**WHAT IS REQUIRED:**
Read the data below. Every line holding the string "scale" must be copied.

··· DATASET EXTRACT

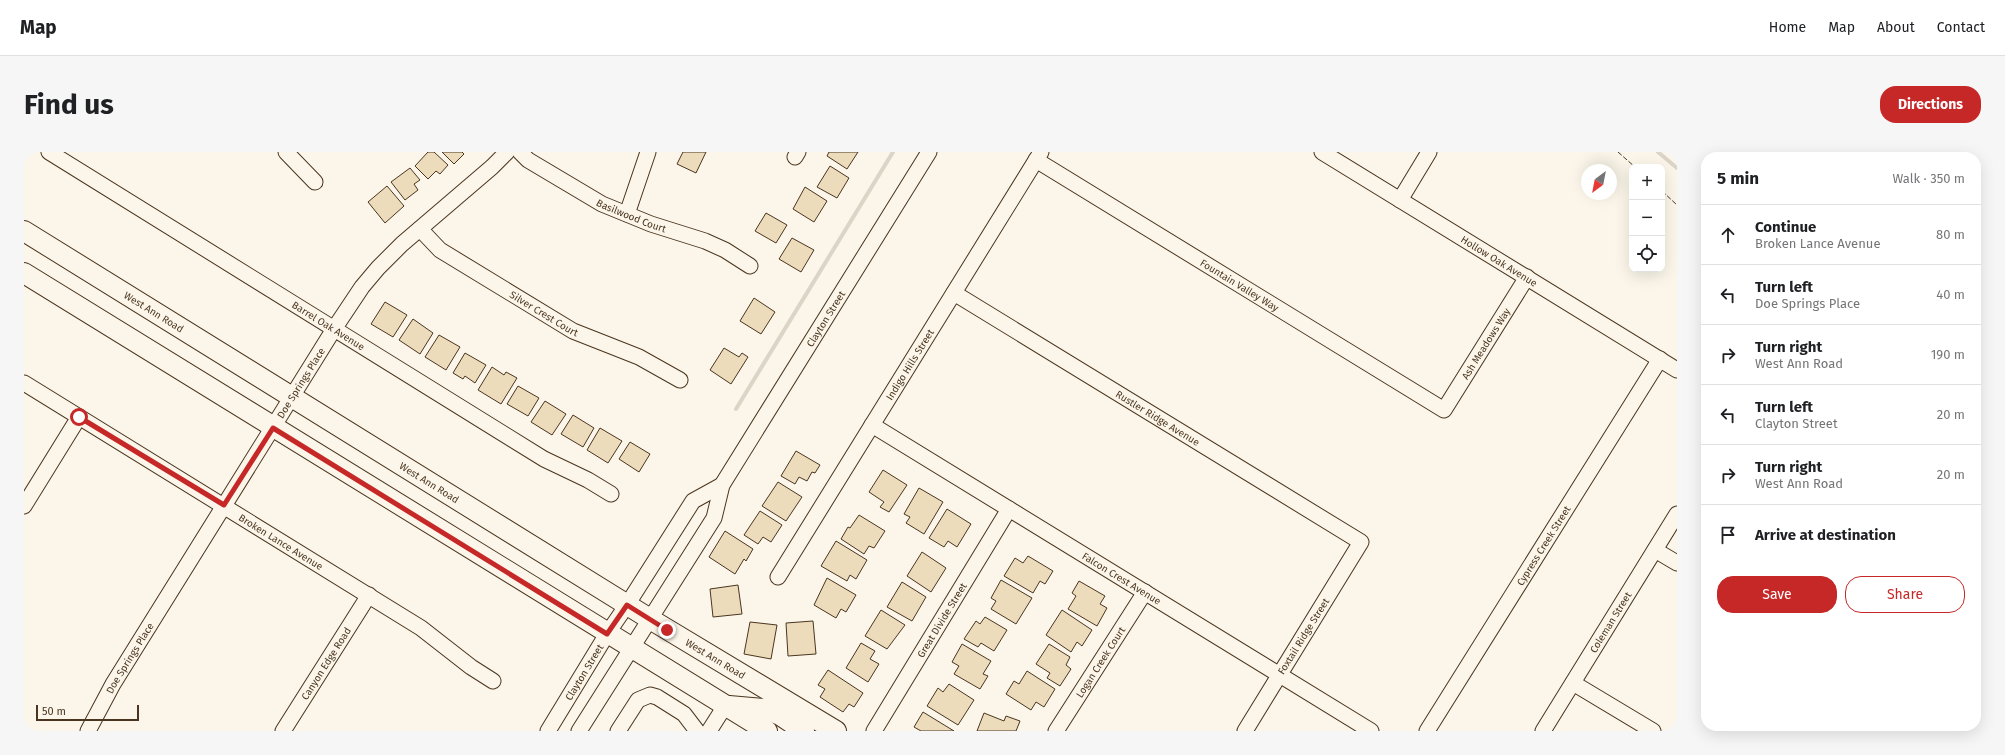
<!DOCTYPE html>
<meta charset="utf-8">
<style>
body{margin:0;font-family:"Fira Sans",sans-serif;background:#f6f6f6;color:#202124}
.controls{position:absolute;right:12px;top:12px;display:grid;overflow:hidden;border-radius:8px;box-shadow:0 4px 16px #0002}
.controls button{width:36px;height:36px;display:grid;place-items:center;padding:0;border:0;border-bottom:1px solid #e0e0e0;background:#fff;color:#202124;font:20px sans-serif}
.compass{position:absolute;left:1557px;top:12px;width:36px;height:36px;border-radius:50%;background:#fff;box-shadow:0 4px 16px #0002;rotate:212deg}
.scale{position:absolute;left:12px;bottom:10px;width:103px;box-sizing:border-box;padding-left:4px;border:2px solid #4a3520;border-top:0;font-size:11px;line-height:14px;white-space:nowrap;color:#4a3520;-webkit-text-stroke:3px #fbf6e9;paint-order:stroke}
.stop{position:absolute;width:12px;height:12px;margin:-9px;border:3px solid #c62828;border-radius:50%;background:#fff}
.stop.end{background:#c62828;border-color:#fff;box-shadow:0 1px 4px #0008}
.list{margin:0;padding:0;list-style:none}
h2{display:flex;justify-content:space-between;align-items:center;height:52px;margin:0;padding:0 16px;font-size:17px}
h2 small{font-size:13px;font-weight:400;color:#757577}
.list li{display:grid;grid-template-columns:26px 1fr auto;gap:12px;align-items:center;box-sizing:border-box;height:60px;padding:0 16px;border-top:1px solid #e0e0e0}
.list b{display:block;font-size:15px;white-space:nowrap}
.list p{margin:0;font-size:13px;white-space:nowrap;color:#757577}
.list em{font-size:13px;font-style:normal;color:#757577}
.actions{display:flex;gap:8px;padding:12px 16px}
.actions a{flex:1;padding:9px 0;border:1px solid #c62828;border-radius:16px;text-align:center;font-size:14px;color:#c62828}
.actions .main{background:#c62828;color:#fff}
.icon{flex:none;width:22px;height:22px;fill:none;stroke:currentColor;stroke-width:2;stroke-linecap:round;stroke-linejoin:round}
.map{position:relative;flex:none;width:1653px;height:579px;overflow:hidden;border-radius:16px}
header{display:flex;align-items:center;gap:24px;box-sizing:border-box;height:56px;padding:0 20px;background:#fff;border-bottom:1px solid #e0e0e0}
header strong{font-size:19px}
nav{display:flex;gap:22px;margin-inline-start:auto;font-size:14px}
.intro{display:flex;align-items:center;justify-content:space-between;box-sizing:border-box;height:96px;padding:0 24px}
h1{margin:0;font-size:28px}
.button{padding:10px 18px;border-radius:16px;background:#c62828;color:#fff;font-size:14px;font-weight:700}
main{display:flex;gap:24px;padding:0 24px}
aside{flex:1;background:#fff;border-radius:16px;box-shadow:0 4px 16px #0002}
.map>svg:first-child{display:block}
.lines{fill:none;stroke-linecap:round;stroke-linejoin:round}
.stream{stroke:#dcd4c6;stroke-width:4}
.building{fill:#ecdcbc;stroke:#4a3520}
.minor-casing{stroke:#4a3520;stroke-width:17}
.major-casing{stroke:#4a3520;stroke-width:22}
.minor{stroke:#fbf6e9;stroke-width:15}
.major{stroke:#fbf6e9;stroke-width:20}
.fence{stroke:#4a3520;stroke-width:1;stroke-dasharray:5 2;stroke-linecap:butt}
.route{stroke:#c62828;stroke-width:5}
.labels{text-anchor:middle;stroke-width:3;stroke-linejoin:round;paint-order:stroke}
.street-label{font-size:10px;fill:#4a3520;stroke:#fbf6e9}
</style>
<header>
<strong>Map</strong>
<nav><a>Home</a><a>Map</a><a>About</a><a>Contact</a></nav>
</header>
<div class="intro"><h1>Find us</h1><a class="button">Directions</a></div>
<main>
<div class="map">
<svg width="1653" height="579" viewBox="0 0 1653 579">
<rect width="100%" height="100%" fill="#fbf6e9"/>
<g class="lines">
<path class="stream" d="M 1634,0 L 1653,16
M 712,257 L 869,0"/>
</g>
<path class="building" d="M 404,0 L 410,0 L 424,13 L 416,22 L 412,19 L 404,27 L 391,14 Z
M 418,0 L 438,0 L 440,2 L 430,12 Z
M 659,0 L 682,0 L 672,21 L 653,12 Z
M 805,0 L 834,0 L 823,17 L 803,4 Z
M 806,14 L 825,26 L 813,46 L 793,35 Z
M 386,16 L 396,28 L 390,32 L 394,38 L 381,48 L 367,30 Z
M 363,34 L 380,54 L 361,71 L 344,50 Z
M 781,35 L 803,49 L 790,70 L 769,57 Z
M 742,61 L 763,73 L 752,91 L 731,79 Z
M 768,86 L 790,98 L 777,120 L 755,107 Z
M 730,146 L 751,160 L 737,182 L 716,169 Z
M 361,150 L 383,163 L 369,185 L 347,172 Z
M 389,167 L 409,181 L 396,202 L 375,188 Z
M 415,183 L 436,195 L 422,218 L 401,205 Z
M 700,196 L 715,205 L 718,201 L 724,205 L 707,232 L 686,218 Z
M 441,201 L 462,213 L 451,231 L 441,224 L 439,227 L 429,221 Z
M 468,215 L 480,223 L 482,220 L 493,226 L 477,252 L 454,238 Z
M 494,234 L 515,246 L 504,264 L 483,252 Z
M 521,249 L 542,262 L 528,283 L 507,270 Z
M 549,263 L 570,276 L 559,295 L 537,282 Z
M 576,276 L 598,289 L 584,311 L 563,298 Z
M 606,290 L 626,302 L 615,320 L 595,307 Z
M 772,299 L 796,313 L 791,321 L 788,320 L 783,329 L 775,325 L 771,332 L 757,324 Z
M 859,318 L 883,333 L 865,360 L 856,355 L 860,350 L 845,340 Z
M 754,330 L 778,345 L 762,369 L 738,354 Z
M 895,336 L 919,350 L 900,382 L 882,371 L 886,365 L 880,362 Z
M 923,357 L 947,372 L 933,395 L 924,389 L 920,395 L 905,386 Z
M 736,359 L 758,373 L 747,390 L 739,385 L 734,392 L 720,383 Z
M 835,363 L 861,379 L 850,396 L 845,394 L 840,402 L 817,387 L 824,375 L 826,376 Z
M 701,379 L 729,397 L 722,409 L 720,407 L 711,422 L 685,405 Z
M 812,389 L 843,408 L 832,427 L 826,423 L 823,429 L 797,414 Z
M 898,400 L 922,416 L 907,440 L 883,424 Z
M 1004,404 L 1029,419 L 1021,432 L 1016,429 L 1009,441 L 980,424 L 991,406 L 999,411 Z
M 803,426 L 832,443 L 822,460 L 817,457 L 812,466 L 790,453 Z
M 977,428 L 1008,446 L 992,472 L 967,457 L 972,449 L 967,446 Z
M 1055,429 L 1081,444 L 1076,452 L 1083,456 L 1073,474 L 1044,457 L 1052,444 L 1048,441 Z
M 878,430 L 902,445 L 888,469 L 863,455 Z
M 714,433 L 718,462 L 689,465 L 686,437 Z
M 857,458 L 881,473 L 863,497 L 841,484 Z
M 1038,458 L 1068,478 L 1058,494 L 1053,490 L 1047,500 L 1022,483 Z
M 961,465 L 983,478 L 970,499 L 957,491 L 954,495 L 940,487 L 952,469 L 956,472 Z
M 789,469 L 792,502 L 764,504 L 762,471 Z
M 726,470 L 753,473 L 747,507 L 720,502 Z
M 837,491 L 851,499 L 846,507 L 855,512 L 844,530 L 822,516 Z
M 938,492 L 967,509 L 959,522 L 964,524 L 956,537 L 930,522 L 935,514 L 928,510 Z
M 1025,492 L 1046,505 L 1042,513 L 1047,517 L 1036,534 L 1023,526 L 1026,521 L 1012,512 Z
M 804,518 L 839,541 L 830,555 L 825,552 L 819,560 L 796,545 L 801,537 L 794,533 Z
M 1003,519 L 1031,537 L 1020,555 L 1012,550 L 1007,558 L 982,542 L 990,529 L 995,532 Z
M 925,532 L 950,548 L 934,573 L 903,554 L 914,536 L 919,540 Z
M 899,560 L 930,579 L 897,579 L 890,575 Z
M 960,561 L 980,569 L 982,564 L 996,569 L 992,579 L 953,579 Z"/>
<g class="lines">
<defs>
<g id="minor">
<path id="s1" d="M 25,0 L 520,307 L 564,328 L 587,342"/>
<path d="M 262,0 L 291,30"/>
<path id="s2" d="M 496,0 L 504,8 L 578,52 L 627,72 L 681,89 L 701,98 L 726,114"/>
<path id="s3" d="M 1298,0 L 1653,218"/>
<path d="M 771,5 L 774,0"/>
<path id="s4" d="M 1012,8 L 1420,258 L 1503,125"/>
<path d="M 1376,48 L 1405,0"/>
<path d="M 603,62 L 624,0"/>
<path id="s5" d="M 396,77 L 416,98 L 549,179 L 615,205 L 656,228"/>
<path id="s6" d="M 930,141 L 1337,390 L 1221,579"/>
<path id="s7" d="M 0,231 L 397,476 L 447,515 L 469,529"/>
<path id="s8" d="M 848,273 L 1347,579"/>
<path d="M 0,354 L 55,265"/>
<path d="M 1631,398 L 1653,411"/>
<path id="s9" d="M 754,425 L 1017,0"/>
<path d="M 1549,531 L 1629,579"/>
<path id="s10" d="M 64,579 L 89,532 L 310,177 L 338,135 L 354,116 L 378,92 L 468,15 L 483,0"/>
<path id="s11" d="M 259,579 L 345,443"/>
<path id="s12" d="M 524,579 L 583,482 L 603,453 L 669,349 L 698,333"/>
<path id="s13" d="M 555,579 L 690,366 L 698,333 L 905,0"/>
<path d="M 594,579 L 614,548 L 626,543 L 633,545 L 660,562 L 673,579"/>
<path d="M 685,579 L 701,554"/>
<path id="s14" d="M 850,579 L 985,357"/>
<path id="s15" d="M 1032,579 L 1121,440"/>
<path id="s16" d="M 1403,579 L 1636,207"/>
<path id="s17" d="M 1519,579 L 1653,362"/>
</g>
<g id="major">
<path id="s18" d="M 0,79 L 626,467 L 812,579"/>
<path d="M 0,121 L 743,579"/>
<path d="M 705,554 L 741,557 L 756,563 L 780,579"/>
</g>
</defs>
<use href="#minor" class="minor-casing"/>
<use href="#major" class="major-casing"/>
<use href="#minor" class="minor"/>
<use href="#major" class="major"/>
<path class="fence" d="M 1594,0 L 1611,15
M 1638,39 L 1653,53"/>
</g>
<g class="lines">
<path class="route" d="M 55,265 L 200,353 L 249,276 L 583,482 L 603,453 L 643,478"/>
</g>
<g class="labels">
<g class="street-label">
<text dy="4" stroke="none"><textPath href="#s2" startOffset="129">Basilwood Court</textPath></text>
<text dy="4" stroke="none"><textPath href="#s3" startOffset="208">Hollow Oak Avenue</textPath></text>
<text dy="4" stroke="none"><textPath href="#s4" startOffset="239">Fountain Valley Way</textPath></text>
<text dy="4" stroke="none"><textPath href="#s18" startOffset="153">West Ann Road</textPath></text>
<text dy="4" stroke="none"><textPath href="#s5" startOffset="151">Silver Crest Court</textPath></text>
<text dy="4" stroke="none"><textPath href="#s13" startOffset="482">Clayton Street</textPath></text>
<text dy="4" stroke="none"><textPath href="#s1" startOffset="329">Barrel Oak Avenue</textPath></text>
<text dy="4" stroke="none"><textPath href="#s4" startOffset="557">Ash Meadows Way</textPath></text>
<text dy="4" stroke="none"><textPath href="#s9" startOffset="250">Indigo Hills Street</textPath></text>
<text dy="4" stroke="none"><textPath href="#s10" startOffset="408">Doe Springs Place</textPath></text>
<text dy="4" stroke="none"><textPath href="#s6" startOffset="239">Rustler Ridge Avenue</textPath></text>
<text dy="4" stroke="none"><textPath href="#s18" startOffset="477">West Ann Road</textPath></text>
<text dy="4" stroke="none"><textPath href="#s7" startOffset="302">Broken Lance Avenue</textPath></text>
<text dy="4" stroke="none"><textPath href="#s16" startOffset="219">Cypress Creek Street</textPath></text>
<text dy="4" stroke="none"><textPath href="#s8" startOffset="293">Falcon Crest Avenue</textPath></text>
<text dy="4" stroke="none"><textPath href="#s14" startOffset="130">Great Divide Street</textPath></text>
<text dy="4" stroke="none"><textPath href="#s17" startOffset="128">Coleman Street</textPath></text>
<text transform="translate(1279 484) rotate(-58)" y="4">Foxtail Ridge Street</text>
<text dy="4" stroke="none"><textPath href="#s10" startOffset="84">Doe Springs Place</textPath></text>
<text dy="4" stroke="none"><textPath href="#s18" startOffset="813">West Ann Road</textPath></text>
<text dy="4" stroke="none"><textPath href="#s15" startOffset="82">Logan Creek Court</textPath></text>
<text dy="4" stroke="none"><textPath href="#s11" startOffset="80">Canyon Edge Road</textPath></text>
<text dy="4" stroke="none"><textPath href="#s12" startOffset="69">Clayton Street</textPath></text>
</g>
</g>
</svg>
<div class="controls">
<button>+</button>
<button>−</button>
<button><svg class="icon" aria-label="locate" viewBox="0 0 24 24"><circle cx="12" cy="12" r="6"/><path d="M12 2v4M12 18v4M2 12h4M18 12h4"/></svg></button>
</div>
<svg class="compass" viewBox="-18 -18 36 36"><path d="M0-13l5 13h-10z" fill="#e53935"/><path d="M0 13l5-13h-10z" fill="#757577"/></svg>
<div class="scale">50 m</div>
<div class="stop" style="left:55px;top:265px"></div>
<div class="stop end" style="left:643px;top:478px"></div>
</div>
<aside>
<h2>5 min<small>Walk · 350 m</small></h2>
<ul class="list">
<li><svg class="icon" aria-label="ahead" viewBox="0 0 24 24"><path d="M12 20V5M6 11l6-6 6 6"/></svg><div><b>Continue</b><p>Broken Lance Avenue</p></div><em>80 m</em></li>
<li><svg class="icon" aria-label="left" viewBox="0 0 24 24"><path d="M17 20v-9H6M10 6l-5 5 5 5"/></svg><div><b>Turn left</b><p>Doe Springs Place</p></div><em>40 m</em></li>
<li><svg class="icon" aria-label="right" viewBox="0 0 24 24"><path d="M7 20v-9h11M14 6l5 5-5 5"/></svg><div><b>Turn right</b><p>West Ann Road</p></div><em>190 m</em></li>
<li><svg class="icon" aria-label="left" viewBox="0 0 24 24"><path d="M17 20v-9H6M10 6l-5 5 5 5"/></svg><div><b>Turn left</b><p>Clayton Street</p></div><em>20 m</em></li>
<li><svg class="icon" aria-label="right" viewBox="0 0 24 24"><path d="M7 20v-9h11M14 6l5 5-5 5"/></svg><div><b>Turn right</b><p>West Ann Road</p></div><em>20 m</em></li>
<li><svg class="icon" aria-label="arrive" viewBox="0 0 24 24"><path d="M6 21V4h12l-3 4 3 4H6"/></svg><div><b>Arrive at destination</b></div></li>
</ul>
<div class="actions"><a class="main">Save</a><a>Share</a></div>
</aside>
</main>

······

**SOLUTION TO THE PROBLEM:**
.scale{position:absolute;left:12px;bottom:10px;width:103px;box-sizing:border-box;padding-left:4px;border:2px solid #4a3520;border-top:0;font-size:11px;line-height:14px;white-space:nowrap;color:#4a3520;-webkit-text-stroke:3px #fbf6e9;paint-order:stroke}
<div class="scale">50 m</div>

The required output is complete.